-------------------------------
#### Understanding the simple text splitters
------------------------------

- **Text splitters** break down the document into **smaller pieces** at the raw text level.
- They are useful when the content has a **flat structure** and does not come in a specific format.

#### SimpleFileNodeParser

- **SimpleFileNodeParser** automatically selects the appropriate node parser based on file types.
- It can handle and transform various file formats into nodes, simplifying the interaction with different types of content.
- The file formats it can manage include:
  - **PDFs**
  - **DOCX** (Word documents)
  - **CSVs** (Comma-Separated Values)
  - **Plain text files**

In [1]:
from llama_index.readers.file import FlatReader

In [2]:
from pathlib import Path

In [3]:
reader = FlatReader()

In [4]:
document = reader.load_data(Path("files/sample_document1.txt"))

In [5]:
document

[Document(id_='2e565669-1dee-4fc5-8cb8-f32fcc1c078b', embedding=None, metadata={'filename': 'sample_document1.txt', 'extension': '.txt'}, excluded_embed_metadata_keys=[], excluded_llm_metadata_keys=[], relationships={}, text="In ancient Rome, the city of Rome itself was the heart of the vast Roman Empire. It was known for its grand architecture, including iconic structures like the Colosseum and the Pantheon. The Romans were skilled engineers and builders, creating an extensive network of roads, aqueducts, and bridges that connected their far-reaching territories. The Roman Republic, with its Senate and elected officials, gave rise to the famous Roman legions, which conquered vast lands and brought them under Roman rule. The Roman civilization's influence on art, law, and governance can still be seen in modern societies today.", mimetype='text/plain', start_char_idx=None, end_char_idx=None, text_template='{metadata_str}\n\n{content}', metadata_template='{key}: {value}', metadata_sepera

In [6]:
print(f"Metadata: {document[0].metadata}")
print(f"Text: {document[0].text}")

Metadata: {'filename': 'sample_document1.txt', 'extension': '.txt'}
Text: In ancient Rome, the city of Rome itself was the heart of the vast Roman Empire.
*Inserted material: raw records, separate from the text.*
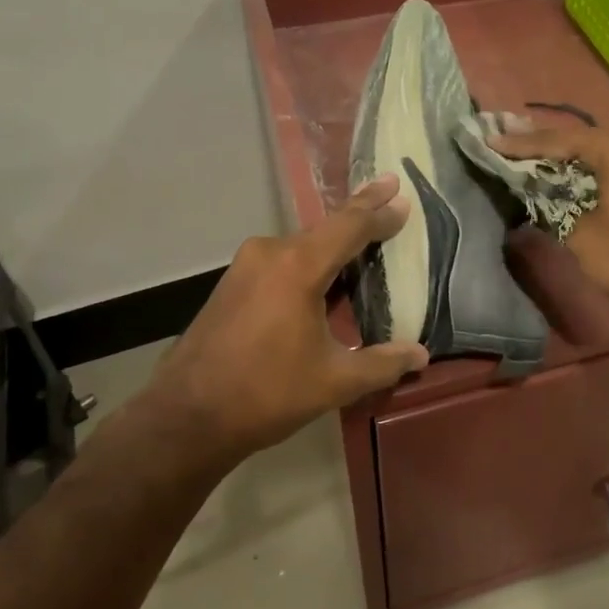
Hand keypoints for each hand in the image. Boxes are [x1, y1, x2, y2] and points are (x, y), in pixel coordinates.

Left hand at [133, 174, 429, 465]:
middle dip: (360, 213)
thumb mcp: (334, 381)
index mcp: (298, 267)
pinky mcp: (232, 282)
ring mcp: (246, 265)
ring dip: (333, 240)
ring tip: (364, 236)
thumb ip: (382, 364)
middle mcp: (270, 252)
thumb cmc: (266, 394)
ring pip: (302, 244)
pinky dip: (309, 258)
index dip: (379, 211)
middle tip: (389, 191)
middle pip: (325, 227)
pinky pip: (282, 259)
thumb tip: (422, 355)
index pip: (350, 227)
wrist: (186, 416)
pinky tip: (324, 273)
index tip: (402, 194)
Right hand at [488, 122, 608, 330]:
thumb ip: (553, 208)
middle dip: (546, 144)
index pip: (561, 140)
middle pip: (584, 139)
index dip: (523, 144)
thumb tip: (538, 198)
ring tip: (534, 157)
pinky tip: (572, 177)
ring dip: (570, 158)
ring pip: (604, 152)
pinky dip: (593, 170)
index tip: (491, 143)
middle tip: (509, 143)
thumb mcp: (581, 236)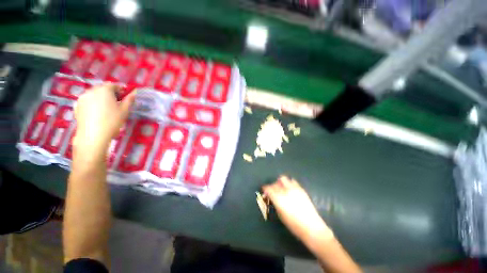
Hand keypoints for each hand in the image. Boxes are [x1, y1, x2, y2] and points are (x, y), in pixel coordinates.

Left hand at [73, 83, 134, 159]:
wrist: (93, 135)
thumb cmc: (112, 121)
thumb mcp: (124, 110)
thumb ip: (129, 100)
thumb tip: (134, 93)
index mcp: (104, 90)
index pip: (113, 85)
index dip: (120, 89)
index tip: (125, 96)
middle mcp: (91, 91)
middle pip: (102, 88)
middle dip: (110, 93)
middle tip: (117, 102)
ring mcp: (82, 98)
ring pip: (94, 94)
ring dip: (101, 97)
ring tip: (107, 108)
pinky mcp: (77, 106)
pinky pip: (87, 100)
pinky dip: (93, 103)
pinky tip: (97, 112)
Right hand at [263, 176, 332, 240]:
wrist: (312, 227)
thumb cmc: (294, 225)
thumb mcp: (280, 215)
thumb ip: (275, 203)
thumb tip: (272, 197)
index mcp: (278, 199)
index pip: (268, 188)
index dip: (265, 188)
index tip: (264, 190)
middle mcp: (285, 191)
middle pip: (275, 183)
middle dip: (272, 186)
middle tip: (272, 190)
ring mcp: (293, 189)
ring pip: (283, 179)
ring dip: (280, 182)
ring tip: (281, 188)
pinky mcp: (301, 189)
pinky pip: (292, 181)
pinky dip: (289, 183)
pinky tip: (290, 189)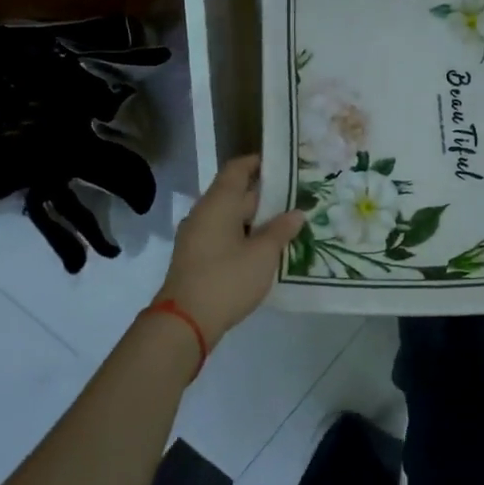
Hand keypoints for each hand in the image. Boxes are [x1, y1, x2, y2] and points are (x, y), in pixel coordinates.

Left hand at [156, 155, 305, 347]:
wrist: (185, 321)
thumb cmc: (227, 279)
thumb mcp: (263, 254)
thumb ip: (281, 230)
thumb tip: (297, 213)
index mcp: (218, 203)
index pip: (237, 169)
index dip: (259, 163)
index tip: (285, 165)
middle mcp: (204, 213)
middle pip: (236, 193)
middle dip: (266, 195)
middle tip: (298, 198)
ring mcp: (197, 236)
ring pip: (231, 217)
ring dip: (257, 219)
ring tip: (288, 224)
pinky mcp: (197, 257)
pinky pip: (224, 235)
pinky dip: (245, 236)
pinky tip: (266, 249)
It was known for its grand architecture, including iconic structures like the Colosseum and the Pantheon. The Romans were skilled engineers and builders, creating an extensive network of roads, aqueducts, and bridges that connected their far-reaching territories. The Roman Republic, with its Senate and elected officials, gave rise to the famous Roman legions, which conquered vast lands and brought them under Roman rule. The Roman civilization's influence on art, law, and governance can still be seen in modern societies today.


#### JSONNodeParser

This parser is specialized in processing and querying structured data in JSON format. In a similar
way to the Markdown parser, the JSON parser can be used like this:

In [7]:
from llama_index.core.node_parser import JSONNodeParser
from llama_index.readers.file import FlatReader
from pathlib import Path

In [8]:
reader = FlatReader()
document = reader.load_data(Path("files/others/sample.json"))

In [9]:
json_parser = JSONNodeParser.from_defaults()
nodes = json_parser.get_nodes_from_documents(document)

In [10]:
for node in nodes:
    print(f"Metadata {node.metadata} \nText: {node.text}")

Metadata {'filename': 'sample.json', 'extension': '.json'} 
Text: quiz sport q1 question Which one is correct team name in NBA?
quiz sport q1 options New York Bulls
quiz sport q1 options Los Angeles Kings
quiz sport q1 options Golden State Warriros
quiz sport q1 options Huston Rocket
quiz sport q1 answer Huston Rocket
quiz maths q1 question 5 + 7 = ?
quiz maths q1 options 10
quiz maths q1 options 11
quiz maths q1 options 12
quiz maths q1 options 13
quiz maths q1 answer 12
quiz maths q2 question 12 - 8 = ?
quiz maths q2 options 1
quiz maths q2 options 2
quiz maths q2 options 3
quiz maths q2 options 4
quiz maths q2 answer 4